● Task description: Below are records to be transcribed exactly; any pictures should be left out.

** Opening Data block **

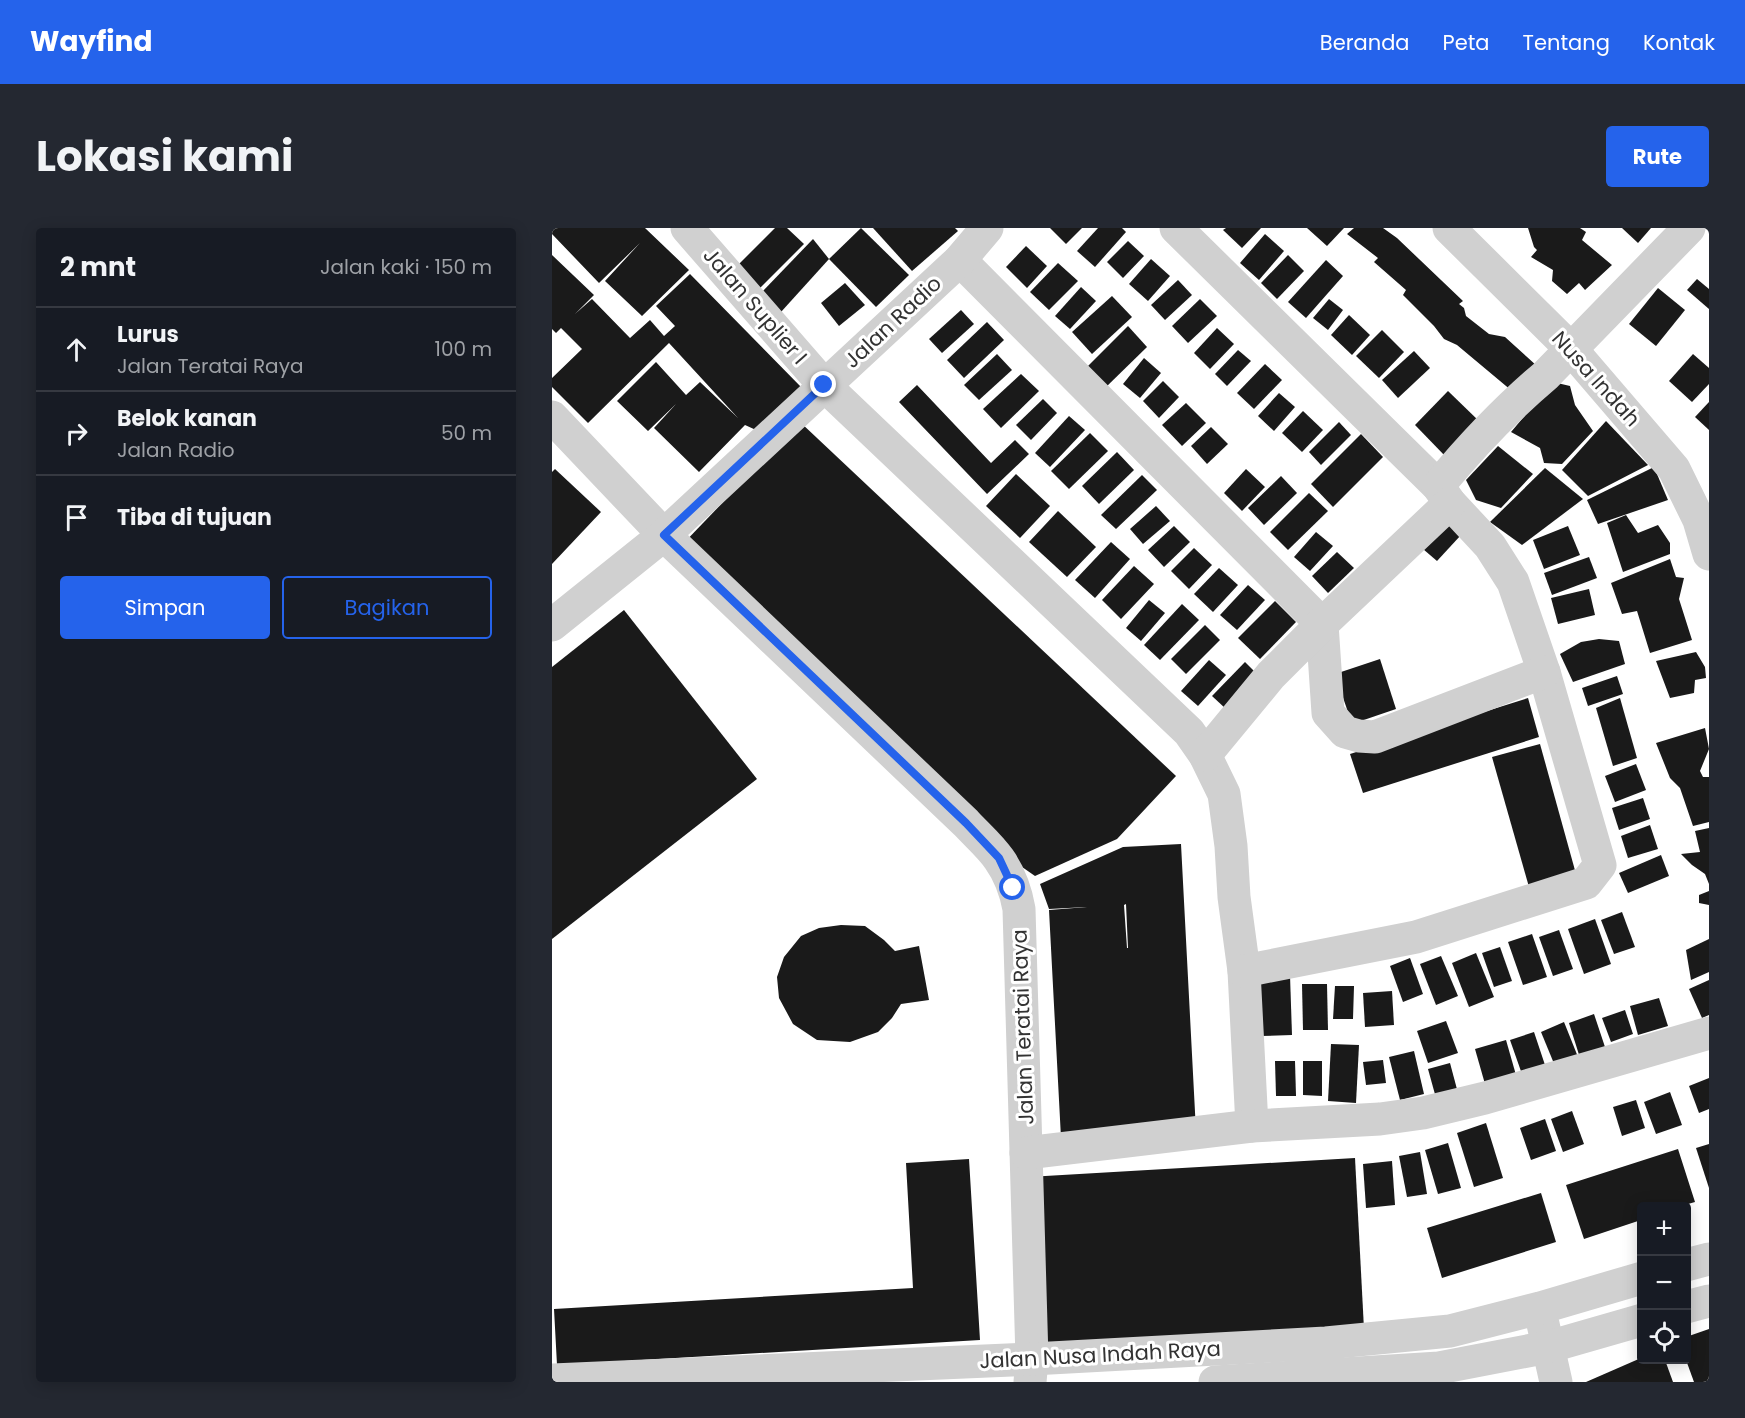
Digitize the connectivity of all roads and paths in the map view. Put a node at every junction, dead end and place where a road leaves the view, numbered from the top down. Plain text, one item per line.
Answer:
1 (687, 228) edge
2 (987, 228) edge
3 (1176, 228) edge
4 (1449, 228) edge
5 (1689, 228) edge
6 (960, 260) junction
7 (1571, 349) junction
8 (824, 385) junction
9 (552, 417) edge
10 (1444, 494) junction
11 (664, 535) junction
12 (1709, 554) edge
13 (1322, 624) junction
14 (552, 625) edge
15 (1544, 672) junction
16 (1205, 755) junction
17 (1244, 970) junction
18 (1709, 1033) edge
19 (1252, 1126) junction
20 (1026, 1153) junction
21 (1709, 1259) edge
22 (1691, 1264) edge
23 (1637, 1279) edge
24 (1709, 1301) edge
25 (1691, 1306) edge
26 (1540, 1308) junction
27 (1637, 1321) edge
28 (1548, 1347) junction
29 (1031, 1370) edge
30 (552, 1380) edge
31 (1215, 1382) edge
32 (1556, 1382) edge

1 - 8 street, Jalan Suplier I
2 - 6 street, Jalan Radio
3 - 10 street
4 - 7 street, Nusa Indah
5 - 7 street
6 - 8 street, Jalan Radio
6 - 13 street
7 - 10 street
7 - 12 street, Nusa Indah
8 - 11 street, Jalan Radio
8 - 16 street, Jalan Suplier I
9 - 11 street, Jalan Teratai Raya
10 - 13 street
10 - 15 street
11 - 14 street, Jalan Radio
11 - 20 street, Jalan Teratai Raya
13 - 15 street
13 - 16 street
15 - 17 street
16 - 17 street, Jalan Suplier I
17 - 19 street, Jalan Suplier I
18 - 19 street
19 - 20 street
20 - 29 street, Jalan Teratai Raya
21 - 22 street
23 - 26 street, Jalan Nusa Indah Raya
24 - 25 street
26 - 28 street
26 - 29 street, Jalan Nusa Indah Raya
27 - 28 street, Jalan Nusa Indah Raya
28 - 31 street, Jalan Nusa Indah Raya
28 - 32 street
29 - 30 street, Jalan Nusa Indah Raya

** Closing Data block **

● Your response:
Digitize the connectivity of all roads and paths in the map view. Put a node at every junction, dead end and place where a road leaves the view, numbered from the top down. Plain text, one item per line.
Answer:
1 (687, 228) edge
2 (987, 228) edge
3 (1176, 228) edge
4 (1449, 228) edge
5 (1689, 228) edge
6 (960, 260) junction
7 (1571, 349) junction
8 (824, 385) junction
9 (552, 417) edge
10 (1444, 494) junction
11 (664, 535) junction
12 (1709, 554) edge
13 (1322, 624) junction
14 (552, 625) edge
15 (1544, 672) junction
16 (1205, 755) junction
17 (1244, 970) junction
18 (1709, 1033) edge
19 (1252, 1126) junction
20 (1026, 1153) junction
21 (1709, 1259) edge
22 (1691, 1264) edge
23 (1637, 1279) edge
24 (1709, 1301) edge
25 (1691, 1306) edge
26 (1540, 1308) junction
27 (1637, 1321) edge
28 (1548, 1347) junction
29 (1031, 1370) edge
30 (552, 1380) edge
31 (1215, 1382) edge
32 (1556, 1382) edge

1 - 8 street, Jalan Suplier I
2 - 6 street, Jalan Radio
3 - 10 street
4 - 7 street, Nusa Indah
5 - 7 street
6 - 8 street, Jalan Radio
6 - 13 street
7 - 10 street
7 - 12 street, Nusa Indah
8 - 11 street, Jalan Radio
8 - 16 street, Jalan Suplier I
9 - 11 street, Jalan Teratai Raya
10 - 13 street
10 - 15 street
11 - 14 street, Jalan Radio
11 - 20 street, Jalan Teratai Raya
13 - 15 street
13 - 16 street
15 - 17 street
16 - 17 street, Jalan Suplier I
17 - 19 street, Jalan Suplier I
18 - 19 street
19 - 20 street
20 - 29 street, Jalan Teratai Raya
21 - 22 street
23 - 26 street, Jalan Nusa Indah Raya
24 - 25 street
26 - 28 street
26 - 29 street, Jalan Nusa Indah Raya
27 - 28 street, Jalan Nusa Indah Raya
28 - 31 street, Jalan Nusa Indah Raya
28 - 32 street
29 - 30 street, Jalan Nusa Indah Raya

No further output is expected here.